32 Ga. App. 83 | Ga. Ct. App. | 1924

Bloodwohth, J.

To the headnotes it is necessary for a clear understanding of this case to add only the following statement of facts: Plaintiff in error was tried under an indictment which charged him with the murder of J. M. Cofer. He was convicted of involuntary manslaughter, made a motion for a new trial, which was overruled, and the judgment was affirmed by this court (31 Ga. App. 167). Certiorari, was denied by the Supreme Court.Later the plaintiff in error filed an extraordinary motion for a new trial, which was overruled, and he excepted.

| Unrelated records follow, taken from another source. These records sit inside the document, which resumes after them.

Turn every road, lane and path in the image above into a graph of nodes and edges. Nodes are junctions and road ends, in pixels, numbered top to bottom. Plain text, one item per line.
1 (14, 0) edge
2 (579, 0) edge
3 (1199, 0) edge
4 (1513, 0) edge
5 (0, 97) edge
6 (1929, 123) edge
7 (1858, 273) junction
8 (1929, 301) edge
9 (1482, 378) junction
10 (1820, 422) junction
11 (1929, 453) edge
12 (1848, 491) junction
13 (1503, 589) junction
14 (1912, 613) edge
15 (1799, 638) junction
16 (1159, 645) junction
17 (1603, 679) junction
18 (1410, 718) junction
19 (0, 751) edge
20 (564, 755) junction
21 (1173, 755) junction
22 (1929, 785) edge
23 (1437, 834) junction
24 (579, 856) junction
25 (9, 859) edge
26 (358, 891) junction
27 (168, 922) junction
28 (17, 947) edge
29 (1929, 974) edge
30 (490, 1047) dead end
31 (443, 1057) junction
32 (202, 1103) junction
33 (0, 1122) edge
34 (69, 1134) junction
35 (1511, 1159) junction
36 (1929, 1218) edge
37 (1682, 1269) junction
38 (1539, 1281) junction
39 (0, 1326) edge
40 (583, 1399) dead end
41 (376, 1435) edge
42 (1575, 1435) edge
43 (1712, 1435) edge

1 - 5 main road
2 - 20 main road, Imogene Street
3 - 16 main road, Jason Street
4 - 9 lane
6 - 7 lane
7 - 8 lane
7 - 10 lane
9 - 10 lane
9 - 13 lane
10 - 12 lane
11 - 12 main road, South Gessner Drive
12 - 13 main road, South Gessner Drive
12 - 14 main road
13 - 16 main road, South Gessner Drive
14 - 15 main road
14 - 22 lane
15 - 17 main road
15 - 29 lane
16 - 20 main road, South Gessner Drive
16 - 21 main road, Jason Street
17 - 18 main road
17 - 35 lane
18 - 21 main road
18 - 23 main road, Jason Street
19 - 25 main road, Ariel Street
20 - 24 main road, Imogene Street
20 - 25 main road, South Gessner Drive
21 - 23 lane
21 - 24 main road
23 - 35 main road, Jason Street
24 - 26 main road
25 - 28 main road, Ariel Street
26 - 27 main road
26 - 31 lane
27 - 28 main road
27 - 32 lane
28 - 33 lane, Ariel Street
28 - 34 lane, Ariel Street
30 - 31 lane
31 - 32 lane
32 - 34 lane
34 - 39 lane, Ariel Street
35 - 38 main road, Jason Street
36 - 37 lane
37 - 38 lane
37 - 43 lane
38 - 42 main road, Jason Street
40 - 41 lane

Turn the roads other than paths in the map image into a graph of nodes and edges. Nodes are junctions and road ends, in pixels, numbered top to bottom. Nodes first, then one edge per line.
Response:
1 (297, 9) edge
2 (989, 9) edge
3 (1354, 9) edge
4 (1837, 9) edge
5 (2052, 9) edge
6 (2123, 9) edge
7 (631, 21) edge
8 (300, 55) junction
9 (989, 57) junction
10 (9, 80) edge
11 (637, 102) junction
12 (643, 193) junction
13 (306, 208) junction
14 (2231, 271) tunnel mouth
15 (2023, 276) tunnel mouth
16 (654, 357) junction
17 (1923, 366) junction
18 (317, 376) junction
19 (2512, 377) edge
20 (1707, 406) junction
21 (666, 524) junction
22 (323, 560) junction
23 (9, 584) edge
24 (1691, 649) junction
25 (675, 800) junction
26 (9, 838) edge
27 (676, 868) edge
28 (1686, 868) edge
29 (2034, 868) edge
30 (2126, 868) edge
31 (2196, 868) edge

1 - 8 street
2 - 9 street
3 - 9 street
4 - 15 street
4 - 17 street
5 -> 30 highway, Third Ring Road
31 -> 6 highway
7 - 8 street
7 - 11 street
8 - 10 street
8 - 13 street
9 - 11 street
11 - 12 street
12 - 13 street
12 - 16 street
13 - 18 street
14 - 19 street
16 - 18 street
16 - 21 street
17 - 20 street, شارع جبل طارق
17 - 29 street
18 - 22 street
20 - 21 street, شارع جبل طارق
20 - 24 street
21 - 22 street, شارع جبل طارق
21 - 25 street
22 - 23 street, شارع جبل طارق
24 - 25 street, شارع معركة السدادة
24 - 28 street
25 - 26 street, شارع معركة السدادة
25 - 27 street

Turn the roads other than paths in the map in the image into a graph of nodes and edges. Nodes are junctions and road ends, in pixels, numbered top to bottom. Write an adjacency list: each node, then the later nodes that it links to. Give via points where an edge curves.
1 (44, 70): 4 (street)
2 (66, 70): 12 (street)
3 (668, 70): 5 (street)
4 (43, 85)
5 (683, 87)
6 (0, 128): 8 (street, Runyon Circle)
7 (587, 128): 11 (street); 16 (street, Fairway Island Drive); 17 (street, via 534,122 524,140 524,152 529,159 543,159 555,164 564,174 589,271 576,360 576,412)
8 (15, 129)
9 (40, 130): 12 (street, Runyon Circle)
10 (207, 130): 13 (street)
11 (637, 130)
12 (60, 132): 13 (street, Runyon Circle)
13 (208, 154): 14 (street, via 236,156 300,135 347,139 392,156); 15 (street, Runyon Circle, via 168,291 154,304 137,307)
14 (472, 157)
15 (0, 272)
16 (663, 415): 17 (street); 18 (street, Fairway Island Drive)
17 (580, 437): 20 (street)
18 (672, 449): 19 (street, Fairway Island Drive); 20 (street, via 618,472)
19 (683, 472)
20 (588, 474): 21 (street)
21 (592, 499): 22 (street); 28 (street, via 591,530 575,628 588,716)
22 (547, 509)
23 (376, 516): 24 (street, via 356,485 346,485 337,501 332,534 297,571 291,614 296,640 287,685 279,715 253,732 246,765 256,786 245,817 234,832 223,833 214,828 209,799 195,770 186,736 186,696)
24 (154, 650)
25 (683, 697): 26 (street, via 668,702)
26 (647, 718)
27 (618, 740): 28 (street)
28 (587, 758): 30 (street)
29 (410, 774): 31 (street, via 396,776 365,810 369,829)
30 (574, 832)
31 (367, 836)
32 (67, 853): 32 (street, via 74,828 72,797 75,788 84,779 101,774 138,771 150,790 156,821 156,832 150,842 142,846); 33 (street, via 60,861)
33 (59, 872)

The three grounds of the extraordinary motion which are insisted on in this court are: (1) Newly discovered evidence consisting of a letter which purported to have been written by one O. E. Burnett, then in jail at Danville, Va., which was addressed to the "Chief of Police, Macon, Ga.,” and left on the desk of the acting chief of police of Danville, and in which Burnett said that he, and not Herrington, was the person that killed Gofer, and that he was driving a “Nash-six touring-car.” (2) Newly discovered evidence of H. L. McSwain that Walter C. Byrd (now deceased), who was at the time acting deputy sheriff of Bibb county, Georgia, and who was investigating the killing of Cofer by an automobile, told him that “one of his men who was working with him investigating the accident told him that the car that hit J. M. Cofer and killed him was a Nash-six touring-car, and that his helper got in the car and rode up the road a piece with him, and while he was in the car the man driving the car told him that he had struck a man back *85down the road, but didn’t think that he hurt him very bad.” (3) Newly discovered evidence of the bad character of Mary Smith, a witness for the State.

The extraordinary motion for a new trial was properly overruled.

Judgment affirmed.

Broyles, O. J., and Luke, J., concur.